• [EXERCISE DATA]
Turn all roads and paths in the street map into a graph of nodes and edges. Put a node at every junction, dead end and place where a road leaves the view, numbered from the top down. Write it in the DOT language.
...
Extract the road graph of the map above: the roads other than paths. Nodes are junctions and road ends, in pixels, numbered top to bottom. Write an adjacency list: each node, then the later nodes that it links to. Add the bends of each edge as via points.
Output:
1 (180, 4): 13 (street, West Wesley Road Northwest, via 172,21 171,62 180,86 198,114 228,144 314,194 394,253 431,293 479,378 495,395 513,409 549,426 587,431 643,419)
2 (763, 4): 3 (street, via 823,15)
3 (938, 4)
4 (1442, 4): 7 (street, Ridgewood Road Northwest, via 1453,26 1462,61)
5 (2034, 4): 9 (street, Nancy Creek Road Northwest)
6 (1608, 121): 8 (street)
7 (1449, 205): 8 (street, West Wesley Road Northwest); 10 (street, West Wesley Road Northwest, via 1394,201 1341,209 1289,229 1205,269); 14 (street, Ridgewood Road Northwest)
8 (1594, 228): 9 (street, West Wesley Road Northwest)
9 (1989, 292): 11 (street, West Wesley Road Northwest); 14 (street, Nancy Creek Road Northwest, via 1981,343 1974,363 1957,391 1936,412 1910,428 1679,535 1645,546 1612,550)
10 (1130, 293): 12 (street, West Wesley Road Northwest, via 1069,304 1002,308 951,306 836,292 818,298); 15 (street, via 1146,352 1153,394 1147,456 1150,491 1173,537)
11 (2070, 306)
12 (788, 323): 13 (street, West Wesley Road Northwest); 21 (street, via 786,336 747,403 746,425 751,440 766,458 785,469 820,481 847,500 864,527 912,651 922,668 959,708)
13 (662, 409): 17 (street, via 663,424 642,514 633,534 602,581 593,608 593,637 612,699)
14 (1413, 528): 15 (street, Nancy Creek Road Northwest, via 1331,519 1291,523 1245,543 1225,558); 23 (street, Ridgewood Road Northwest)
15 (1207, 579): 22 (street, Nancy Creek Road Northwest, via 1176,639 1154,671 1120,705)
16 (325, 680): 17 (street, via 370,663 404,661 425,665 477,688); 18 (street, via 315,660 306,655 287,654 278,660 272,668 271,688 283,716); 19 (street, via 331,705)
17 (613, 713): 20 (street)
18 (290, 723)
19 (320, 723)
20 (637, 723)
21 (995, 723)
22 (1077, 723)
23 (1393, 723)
---
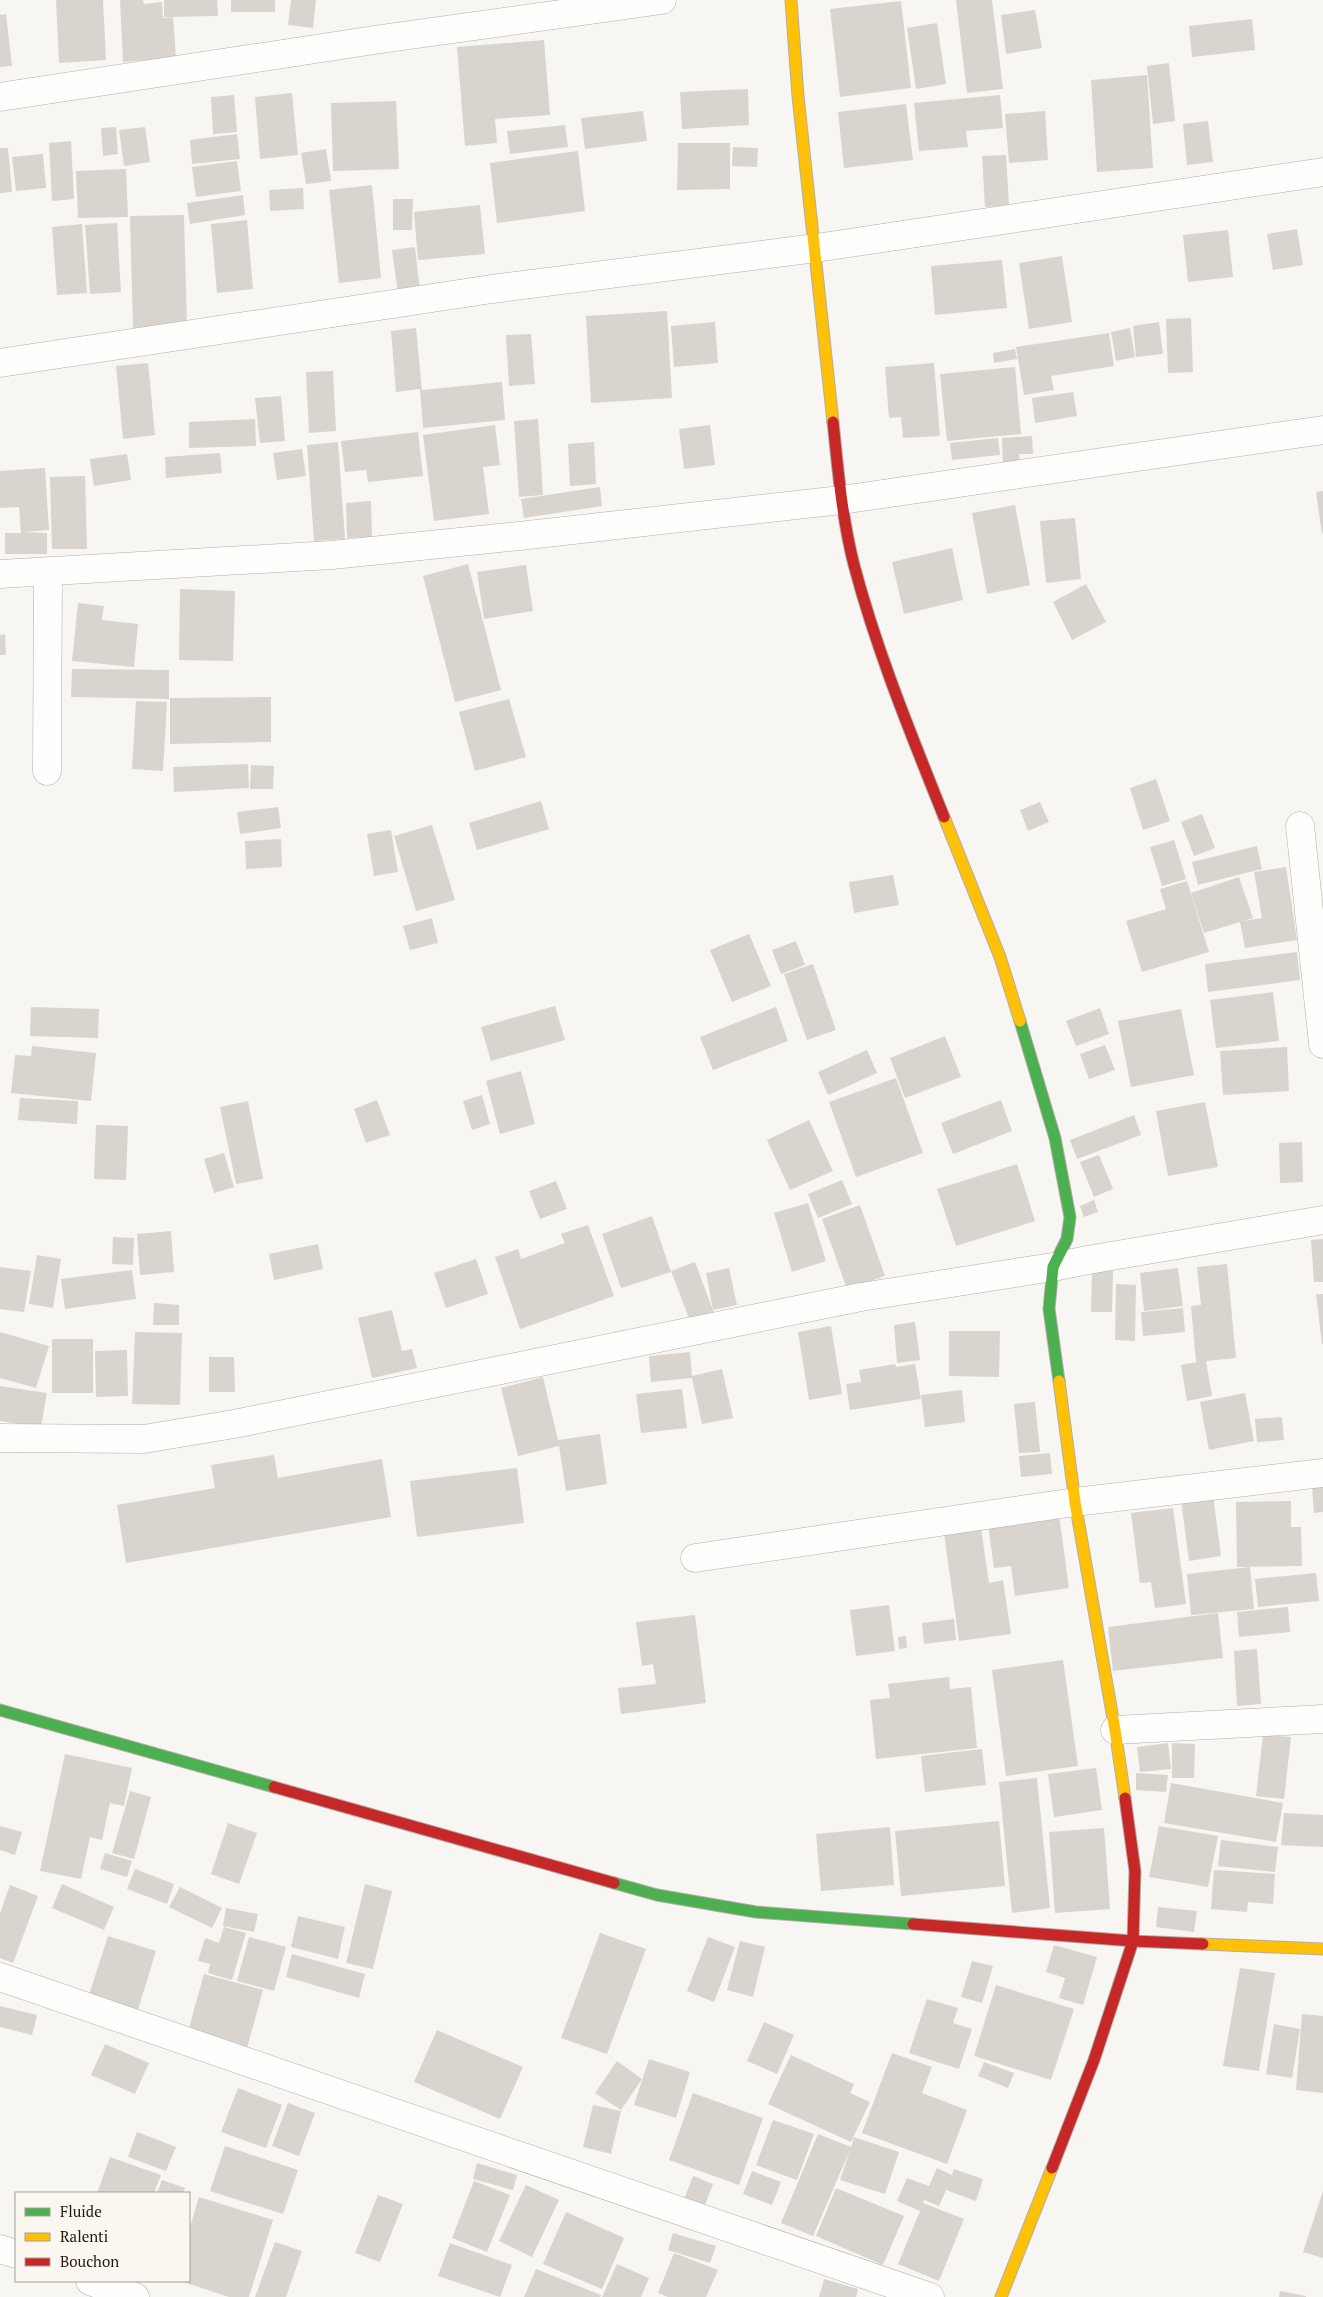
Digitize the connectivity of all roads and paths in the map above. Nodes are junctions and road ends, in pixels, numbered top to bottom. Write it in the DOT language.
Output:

• [EXERCISE DETAILS]
Only lines with the string "ends" are wanted; please find each one in the listing and copy it.

• [WRITTEN RESPONSE]
Extract the road graph of the map above: the roads other than paths. Nodes are junctions and road ends, in pixels, numbered top to bottom. Write an adjacency list: each node, then the later nodes that it links to. Add the bends of each edge as via points.
Digitize the connectivity of all roads and paths in the map above. Nodes are junctions and road ends, in pixels, numbered top to bottom. Write it in the DOT language.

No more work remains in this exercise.